FinnKuhn 6 hours ago||
The "free" version of outlook that replaced Mail is so bad that it made me finally switch to Thunderbird and I don't see myself going back anytime soon.

The only thing I'm missing sometimes is the Copilot integration, but copy and paste with Thunderbird is still faster than using Copilot in Outlook...

navigate8310 5 hours ago|
When I was using Thunderbird on Windows back years ago, i abandoned it in a week because it was absolutely slow when fed with years of archives as compared to Outlook 2010. Seeing recs for Thunderbird recently says something for sure.
FinnKuhn 5 hours ago|||
Apparently, they did a rework of the interface a few years ago.

https://github.com/thunderbird/developer-docs/blob/master/th... and https://blog.thunderbird.net/2023/02/the-future-of-thunderbi...

Telaneo 5 hours ago||||
I don't even think Thunderbird has gotten any significant speed improvements over the years (unlike Firefox).

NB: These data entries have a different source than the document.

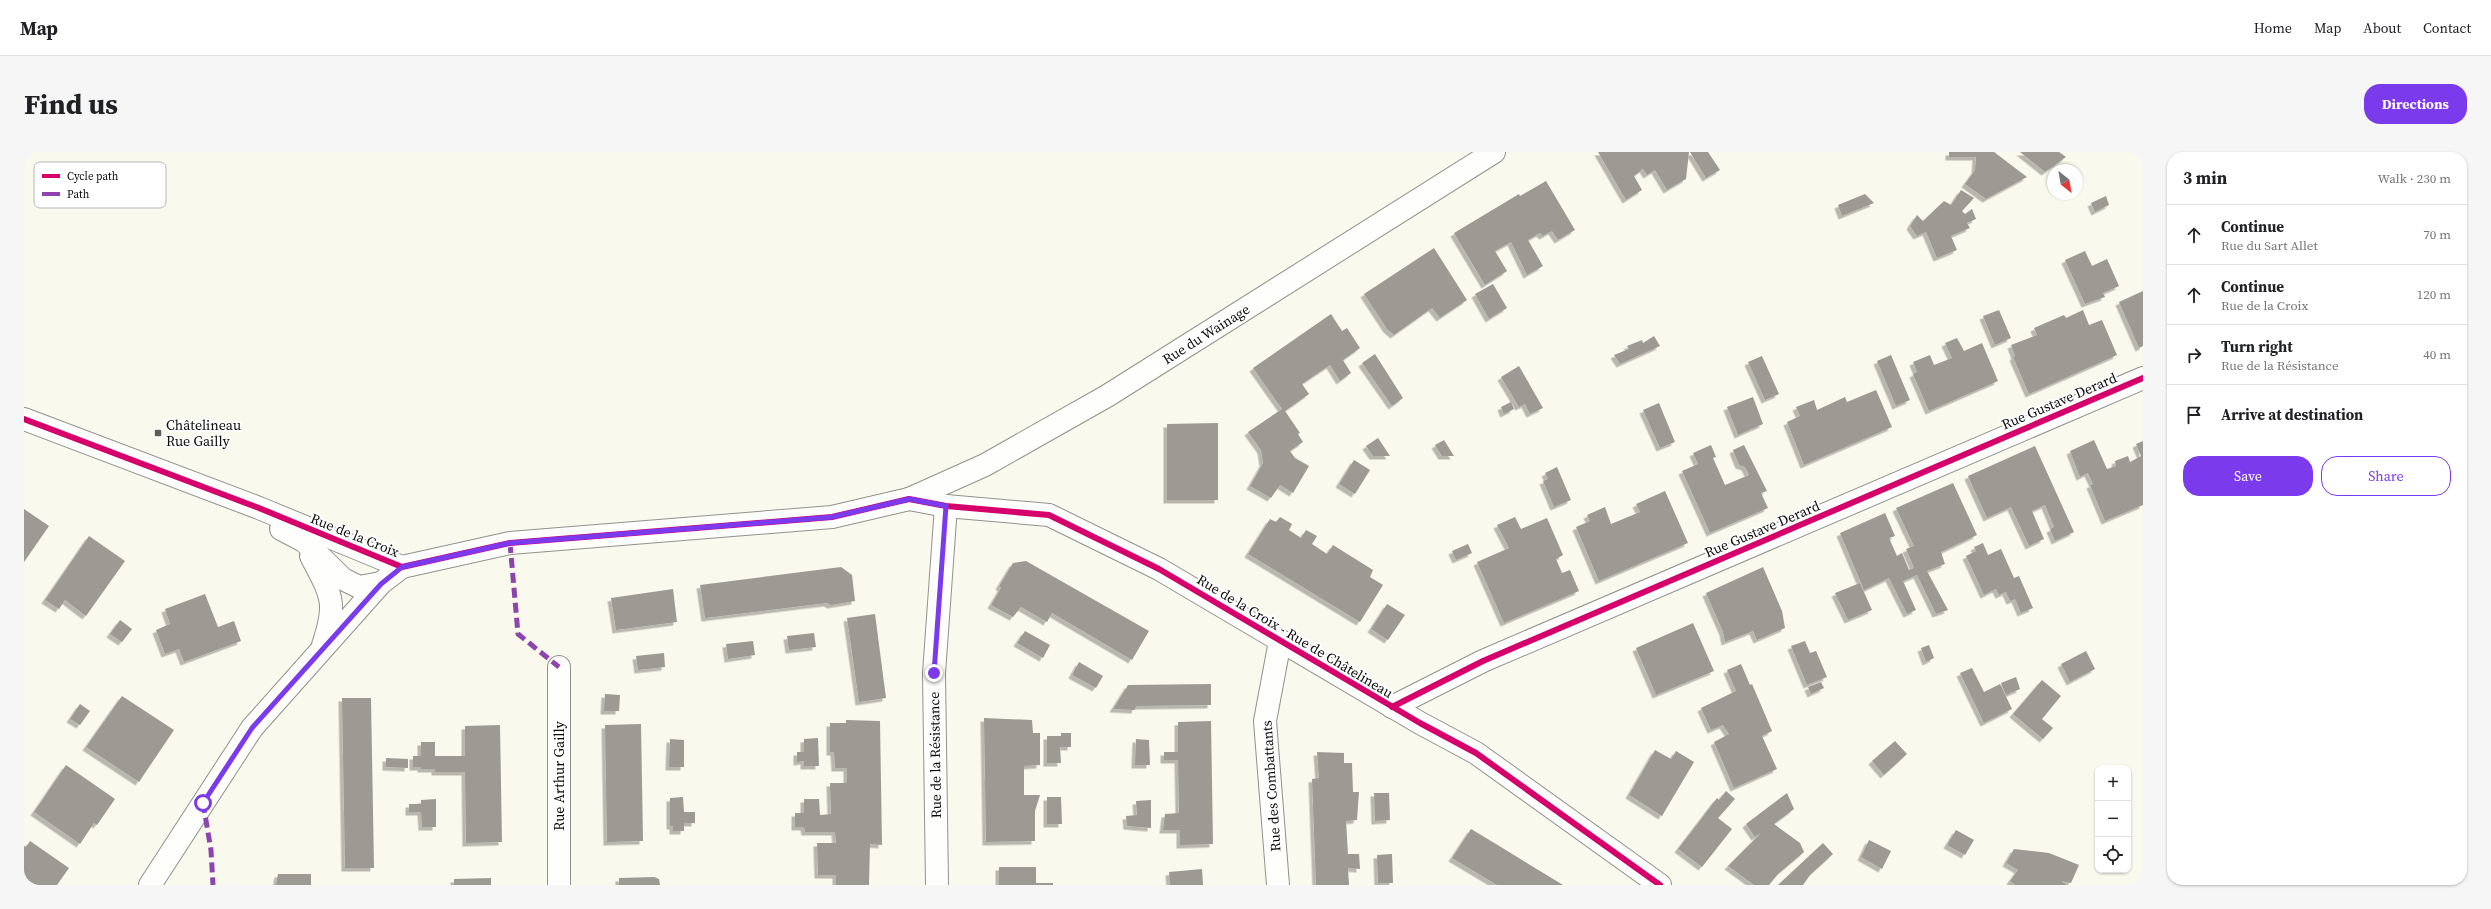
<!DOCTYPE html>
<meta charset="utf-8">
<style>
body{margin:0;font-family:"Source Serif 4",serif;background:#f6f6f6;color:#202124}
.controls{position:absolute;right:12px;bottom:12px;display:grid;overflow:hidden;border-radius:8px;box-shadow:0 1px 3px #0004}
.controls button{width:36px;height:36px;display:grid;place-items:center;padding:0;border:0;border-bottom:1px solid #e0e0e0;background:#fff;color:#202124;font:20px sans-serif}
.compass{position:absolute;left:2023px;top:12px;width:36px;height:36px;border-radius:50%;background:#fff;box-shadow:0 1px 3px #0004;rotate:149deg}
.stop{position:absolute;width:12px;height:12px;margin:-9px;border:3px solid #7c3aed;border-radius:50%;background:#fff}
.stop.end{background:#7c3aed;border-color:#fff;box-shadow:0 1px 4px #0008}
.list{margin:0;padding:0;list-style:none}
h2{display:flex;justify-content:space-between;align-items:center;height:52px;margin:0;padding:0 16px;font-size:17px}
h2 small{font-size:13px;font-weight:400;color:#757577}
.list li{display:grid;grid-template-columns:26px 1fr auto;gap:12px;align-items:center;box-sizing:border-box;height:60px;padding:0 16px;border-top:1px solid #e0e0e0}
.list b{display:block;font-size:15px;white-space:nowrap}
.list p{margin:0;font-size:13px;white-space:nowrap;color:#757577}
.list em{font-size:13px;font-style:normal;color:#757577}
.actions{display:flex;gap:8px;padding:12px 16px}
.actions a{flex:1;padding:9px 0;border:1px solid #7c3aed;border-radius:16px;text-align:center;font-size:14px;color:#7c3aed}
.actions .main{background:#7c3aed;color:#fff}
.icon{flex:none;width:22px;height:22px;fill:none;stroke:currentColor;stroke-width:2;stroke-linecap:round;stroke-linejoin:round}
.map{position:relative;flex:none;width:2119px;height:733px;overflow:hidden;border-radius:16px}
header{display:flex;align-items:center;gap:24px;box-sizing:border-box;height:56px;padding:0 20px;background:#fff;border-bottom:1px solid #e0e0e0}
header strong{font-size:19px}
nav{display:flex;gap:22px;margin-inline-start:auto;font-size:14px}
.intro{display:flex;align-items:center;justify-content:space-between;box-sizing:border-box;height:96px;padding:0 24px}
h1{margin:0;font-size:28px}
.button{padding:10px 18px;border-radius:16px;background:#7c3aed;color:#fff;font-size:14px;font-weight:700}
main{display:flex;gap:24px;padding:0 24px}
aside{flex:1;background:#fff;border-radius:16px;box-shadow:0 1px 3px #0004}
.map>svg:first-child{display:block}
</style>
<header>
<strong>Map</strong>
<nav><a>Home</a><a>Map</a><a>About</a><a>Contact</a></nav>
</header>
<div class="intro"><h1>Find us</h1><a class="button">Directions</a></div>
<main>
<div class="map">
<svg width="2119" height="733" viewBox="0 0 2119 733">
<defs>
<filter id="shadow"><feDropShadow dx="-3.5" dy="3.5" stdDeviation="0" flood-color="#0004"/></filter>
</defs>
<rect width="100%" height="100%" fill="#f9f9ed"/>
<g fill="#9c9a93" filter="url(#shadow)">
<polygon points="1574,0 1665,0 1662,27 1643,38 1631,18 1623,23 1619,17 1610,24 1618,38 1602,48"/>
<polygon points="1666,0 1684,0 1696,18 1682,26"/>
<polygon points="1925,0 1970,0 2003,25 1962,47 1941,32 1951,18 1952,5 1925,5"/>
<polygon points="1996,0 2035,0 2042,5 2021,20"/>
<polygon points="1522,29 1551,78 1534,88 1528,79 1519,84 1516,81 1504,88 1519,114 1503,123 1487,90 1471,99 1483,119 1461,133 1430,81 1495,42 1496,44"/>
<polygon points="1937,38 1950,46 1938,59 1941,62 1948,57 1952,67 1943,71 1946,76 1927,84 1933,98 1913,106 1902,80 1893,84 1886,74 1893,63 1899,69 1920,49 1929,54 1927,53"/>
<polygon points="1841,42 1850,51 1818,64 1814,53"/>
<polygon points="2082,44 2085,53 2071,60 2067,51"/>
<polygon points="1410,96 1443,148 1416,166 1408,156 1370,183 1363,177 1340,142"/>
<polygon points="2061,99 2068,114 2083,107 2095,134 2079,141 2081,145 2061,152 2041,108"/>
<polygon points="1469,132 1483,156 1465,167 1451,142"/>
<polygon points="2119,139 2119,194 2115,196 2095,150"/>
<polygon points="1975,158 1987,186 1971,193 1959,164"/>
<polygon points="2059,158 2065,173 2078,168 2093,203 2005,242 1989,205 1991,204 1987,193 2013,183 2010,176 2040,163 2042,166"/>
<polygon points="1307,162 1318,179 1323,176 1336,196 1319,208 1327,221 1316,229 1306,213 1278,232 1285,242 1261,259 1276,281 1274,282 1279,290 1266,299 1271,306 1285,314 1269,341 1256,333 1247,346 1226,334 1239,311 1237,298 1224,280 1258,257 1229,216"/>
<polygon points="1630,184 1636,194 1596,212 1590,203 1605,197 1603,194 1618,188 1619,191"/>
<polygon points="1933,186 1940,199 1958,191 1974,229 1905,259 1889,222 1893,220 1889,210 1906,203 1910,213 1928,206 1921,191"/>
<polygon points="1351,202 1379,246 1368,254 1338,211"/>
<polygon points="1867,203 1886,248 1872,254 1853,209"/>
<polygon points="1738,204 1755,242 1741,248 1724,210"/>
<polygon points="1495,214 1519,256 1506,262 1501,252 1495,255 1477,225"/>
<polygon points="1852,238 1868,275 1780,313 1763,270 1776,264 1772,255 1790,248 1793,258 1821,245 1823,250"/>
<polygon points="1729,245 1739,272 1714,283 1703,255"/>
<polygon points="1487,250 1490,257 1480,262 1477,255"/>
<polygon points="1635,251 1651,290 1636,296 1619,258"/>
<polygon points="1194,271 1194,348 1143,348 1143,272"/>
<polygon points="1354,286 1366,304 1349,304 1342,294"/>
<polygon points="1420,288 1430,304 1418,304 1411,293"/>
<polygon points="2070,288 2083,317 2092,314 2091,309 2104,304 2106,310 2117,304 2112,292 2119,289 2119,353 2081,369 2066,333 2069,332 2064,321 2056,325 2046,299"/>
<polygon points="1687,293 1692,305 1689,306 1701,333 1725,323 1721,315 1715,313 1709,298 1720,293 1743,339 1737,341 1744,356 1686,381 1658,319 1674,312 1669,301"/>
<polygon points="2011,294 2050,380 2031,389 2026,377 2030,375 2021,353 2008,359 2020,387 2005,394 1987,355 1963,366 1944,324"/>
<polygon points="1330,308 1346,318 1331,342 1315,332"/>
<polygon points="1533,315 1547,348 1530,355 1519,329 1524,327 1521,321"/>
<polygon points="1929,331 1953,383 1917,400 1921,412 1903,419 1924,458 1912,462 1893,423 1879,429 1892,458 1883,462 1865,426 1840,438 1816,381 1861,361 1871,384 1865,386 1873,404 1878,401 1885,418 1890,416 1882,397 1890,394 1872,356"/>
<polygon points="1641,339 1664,391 1575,429 1552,375 1566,369 1563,363 1581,355 1587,372 1616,360 1612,352"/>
<polygon points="0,357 25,374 0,410"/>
<polygon points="1256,365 1268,372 1265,378 1277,386 1282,378 1293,384 1288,392 1303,402 1309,393 1349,418 1346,425 1359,433 1336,470 1224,402 1246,367 1252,370"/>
<polygon points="1491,365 1497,377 1523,366 1539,403 1532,407 1538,421 1546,418 1555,439 1480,471 1453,410 1485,396 1473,373"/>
<polygon points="65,384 101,409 62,464 41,448 35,457 21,448"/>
<polygon points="1959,391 1964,403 1977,397 1990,426 1995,424 2009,456 1997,461 1991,447 1986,449 1982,440 1975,443 1972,437 1960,443 1942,404 1952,399 1950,395"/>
<polygon points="1444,392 1448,401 1432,408 1428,399"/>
<polygon points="1002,409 1125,479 1108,508 1028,461 1023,470 997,455 989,465 967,453 977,436 975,434 989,411"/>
<polygon points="817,415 828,423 831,449 807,453 803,451 681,466 676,433"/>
<polygon points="1739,415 1758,459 1761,476 1733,488 1729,479 1701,490 1699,480 1682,441"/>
<polygon points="1836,431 1848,458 1824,468 1811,441"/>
<polygon points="649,437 653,470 592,478 587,446"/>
<polygon points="181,442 194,475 210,469 217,489 160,510 155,497 141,502 132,478 146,472 141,457"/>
<polygon points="1363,452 1381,463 1364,488 1347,477"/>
<polygon points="851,462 862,546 835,550 823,466"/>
<polygon points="96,468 108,477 98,490 86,482"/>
<polygon points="1669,471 1690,519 1632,543 1612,496"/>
<polygon points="1001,479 1026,493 1019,506 993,491"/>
<polygon points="790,481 792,495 765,498 763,484"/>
<polygon points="729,489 731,503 704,507 702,492"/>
<polygon points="1781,489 1786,501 1792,499 1803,525 1783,533 1767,494"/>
<polygon points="1905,493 1910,506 1902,510 1897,496"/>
<polygon points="2062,499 2071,517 2046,530 2037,512"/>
<polygon points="640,501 641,515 614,518 612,504"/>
<polygon points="1055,510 1079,524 1072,536 1048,523"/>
<polygon points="1717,512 1726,533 1728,532 1748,579 1738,584 1753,617 1710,636 1690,590 1705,582 1699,573 1687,578 1677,556 1712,539 1703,518"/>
<polygon points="1948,516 1960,540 1976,532 1988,557 1960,571 1936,521"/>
<polygon points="1992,525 1996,537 1982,543 1977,531"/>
<polygon points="2018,528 2037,544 2018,567 2029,576 2019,587 1989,562"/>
<polygon points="1797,530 1800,536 1787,542 1784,535"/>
<polygon points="1187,532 1187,553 1112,554 1111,558 1089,557 1104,533"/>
<polygon points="581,542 596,543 595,559 580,559"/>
<polygon points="98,544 150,578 115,630 62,595"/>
<polygon points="318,546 347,546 350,716 321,716"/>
<polygon points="56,552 66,559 56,573 46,567"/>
<polygon points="960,566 1008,568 1009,581 1016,581 1016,613 1000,614 1000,643 1016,643 1011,659 1011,689 962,690"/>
<polygon points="822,568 856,569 858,693 846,692 845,733 812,733 812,723 794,723 793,691 812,691 811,680 781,680 780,675 771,675 771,661 780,661 780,647 795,647 796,663 807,662 806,631 823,631 823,616 811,616 810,600 806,600 806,571 822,571"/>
<polygon points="1187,569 1189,692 1156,693 1156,678 1139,678 1141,662 1155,661 1154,608 1140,608 1140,600 1154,600 1154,570"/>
<polygon points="617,572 619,689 583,690 581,573"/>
<polygon points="476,573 478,690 442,691 441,620 411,620 411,617 397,617 397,615 389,615 389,604 397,604 397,590 411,590 411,604 441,604 441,574"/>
<polygon points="1037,581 1047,581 1047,595 1036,595 1037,611 1023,611 1023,584 1037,584"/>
<polygon points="794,586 795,614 780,614 780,609 773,610 773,600 780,600 780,587"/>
<polygon points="646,587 660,588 660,615 645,615"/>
<polygon points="1112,587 1125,588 1126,613 1111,613"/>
<polygon points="1871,589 1883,602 1860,623 1848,609"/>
<polygon points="1631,598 1647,607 1652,599 1670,610 1638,664 1605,643"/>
<polygon points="1293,600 1320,601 1320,611 1328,611 1329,640 1335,640 1333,668 1322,669 1324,702 1335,702 1336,717 1324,716 1325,733 1292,733 1288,627 1295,626"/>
<polygon points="362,606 384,607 384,616 362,615"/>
<polygon points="42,613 91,647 73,673 70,671 56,692 10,660"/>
<polygon points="1702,639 1711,647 1694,666 1708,677 1678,715 1654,697 1693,646 1695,648"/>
<polygon points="1350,641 1365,641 1366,668 1351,669"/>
<polygon points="1763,641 1770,657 1750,672 1776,691 1780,700 1754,722 1745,733 1730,733 1704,714 1737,681 1731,685 1722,672"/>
<polygon points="659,645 660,660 671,660 671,671 660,671 660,679 649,679 649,674 646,674 646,646"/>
<polygon points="1023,645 1037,645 1038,672 1023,672"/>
<polygon points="412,647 412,675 398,675 397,660 385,660 385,652 397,652 397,648"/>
<polygon points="1127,648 1127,676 1103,674 1102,664 1113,663 1112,649"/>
<polygon points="1447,677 1472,692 1539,733 1473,733 1428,706"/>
<polygon points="1932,678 1950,688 1941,703 1923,693"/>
<polygon points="1845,688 1867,699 1858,717 1837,705"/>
<polygon points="6,689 45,716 33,733 0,733 0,694 2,695"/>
<polygon points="1799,691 1809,702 1786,723 1779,733 1754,733"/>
<polygon points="1990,697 2025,701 2055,713 2047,731 2037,729 2043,733 1991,733 1986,729 1994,718 1982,711"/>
<polygon points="1368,702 1369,731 1354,731 1353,703"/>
<polygon points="975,715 1012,715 1012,731 1029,731 1029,733 975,733"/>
<polygon points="1178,717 1179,733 1146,733 1145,720"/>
<polygon points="254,722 287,722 287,733 252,733"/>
<polygon points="630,725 635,727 636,733 595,733 595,726"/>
<polygon points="467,726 467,733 430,733 430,727"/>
</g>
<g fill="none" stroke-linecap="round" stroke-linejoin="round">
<g stroke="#92928c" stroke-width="24">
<g id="minor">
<polyline points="0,267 235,356 378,415 486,391 808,365 885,347 922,354 1025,363 1135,417 1396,571 1452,601 1636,733"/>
<polyline points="885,347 961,313 1083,244 1470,0"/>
<polyline points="257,377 280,389 319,427 335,435 357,431"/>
<path d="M287,404C307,443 314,449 299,493"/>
<polyline points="535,515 535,733"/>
<polyline points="1368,555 1459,509 2119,226"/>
<polyline points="126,733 228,576 357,431 378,415"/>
<polyline points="913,733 910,521 922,354"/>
<polyline points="1254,733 1241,569 1256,489"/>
</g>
</g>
<use href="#minor" stroke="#fefefc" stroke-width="22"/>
<g stroke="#8e44ad" stroke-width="5" stroke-dasharray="10 5" stroke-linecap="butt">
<polyline points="486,391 494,482 535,515"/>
<polyline points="179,651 187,698 189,733"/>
</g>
<g stroke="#fff" stroke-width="8">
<g id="cycleway">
<polyline points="0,267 235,356 378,415 486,391 808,365 885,347 922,354 1025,363 1135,417 1396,571 1452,601 1636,733"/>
<polyline points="1368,555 1459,509 2119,226"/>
</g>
</g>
<use href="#cycleway" stroke="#d6006c" stroke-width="6"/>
</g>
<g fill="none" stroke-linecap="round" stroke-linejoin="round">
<polyline stroke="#7c3aed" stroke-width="5" points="179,651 228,576 357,432 378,415 486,391 808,365 885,347 922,354 910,521"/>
</g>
<rect fill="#5e5e59" stroke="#fff" stroke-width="1.5" x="130" y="277" width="8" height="8" rx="2"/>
<g text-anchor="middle" stroke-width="4" stroke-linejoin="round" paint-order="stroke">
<g font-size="14" fill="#0a0a0a" stroke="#fff">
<text transform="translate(1182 182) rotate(-32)" y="5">Rue du Wainage</text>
<text transform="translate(2035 249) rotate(-23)" y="5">Rue Gustave Derard</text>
<text transform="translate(1738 377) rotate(-23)" y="5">Rue Gustave Derard</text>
<text transform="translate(331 383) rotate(22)" y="5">Rue de la Croix</text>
<text transform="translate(1271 484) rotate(31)" y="5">Rue de la Croix - Rue de Châtelineau</text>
<text transform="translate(911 603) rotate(-91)" y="5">Rue de la Résistance</text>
<text transform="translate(535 624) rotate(-90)" y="5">Rue Arthur Gailly</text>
<text transform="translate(1247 634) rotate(-94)" y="5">Rue des Combattants</text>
</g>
<g font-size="14" fill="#0a0a0a" stroke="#fff" text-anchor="start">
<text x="142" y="278">Châtelineau<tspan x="142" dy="16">Rue Gailly</tspan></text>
</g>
</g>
<rect x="10" y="10" width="132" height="46" rx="6" fill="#fff" stroke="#b6b6b6" stroke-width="1"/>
<rect x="18" y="22" width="18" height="4" fill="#d6006c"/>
<rect x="18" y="40" width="18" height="4" fill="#8e44ad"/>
<g font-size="11" fill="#0a0a0a">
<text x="43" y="28">Cycle path</text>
<text x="43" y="46">Path</text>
</g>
</svg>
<div class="controls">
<button>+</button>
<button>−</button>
<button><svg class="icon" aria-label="locate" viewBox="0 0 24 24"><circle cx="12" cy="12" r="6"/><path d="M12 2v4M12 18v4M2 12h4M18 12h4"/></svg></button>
</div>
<svg class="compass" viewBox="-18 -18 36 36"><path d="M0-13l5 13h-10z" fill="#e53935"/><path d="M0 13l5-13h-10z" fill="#757577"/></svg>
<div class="stop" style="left:179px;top:651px"></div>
<div class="stop end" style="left:910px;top:521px"></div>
</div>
<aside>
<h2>3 min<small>Walk · 230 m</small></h2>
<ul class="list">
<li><svg class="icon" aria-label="ahead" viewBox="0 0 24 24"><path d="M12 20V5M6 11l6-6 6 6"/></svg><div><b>Continue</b><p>Rue du Sart Allet</p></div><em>70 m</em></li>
<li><svg class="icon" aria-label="ahead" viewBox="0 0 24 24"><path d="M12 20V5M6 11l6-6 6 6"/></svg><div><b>Continue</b><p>Rue de la Croix</p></div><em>120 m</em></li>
<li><svg class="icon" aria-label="right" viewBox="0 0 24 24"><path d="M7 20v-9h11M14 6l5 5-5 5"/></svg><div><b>Turn right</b><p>Rue de la Résistance</p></div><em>40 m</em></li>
<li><svg class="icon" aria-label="arrive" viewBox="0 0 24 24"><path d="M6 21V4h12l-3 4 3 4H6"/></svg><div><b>Arrive at destination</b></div></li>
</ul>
<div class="actions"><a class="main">Save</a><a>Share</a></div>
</aside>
</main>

The only real reason it's gotten better on that front is that processors and I/O have gotten faster. Meanwhile, Outlook as managed to take every morsel of improved hardware, and squandered it.

I've never had problems with Thunderbird on that front, but then again, I've never had email accounts with 100k emails archived.

Joe_Cool 4 hours ago|||
I really like Betterbird. It's basically ESR Thunderbird + a few fixes.

If you want mail to just work and updates going smoothly it's the solution.

perarneng 4 hours ago|
JavaScript needs to do whatever JavaScript needs to do.

It's incredible when we have AI assistants that slow shit like that still ships in products affecting millions of users. Imagine how much totally wasted energy that costs just because the companies are cheap. Just port it to Rust and run it as webassembly at least.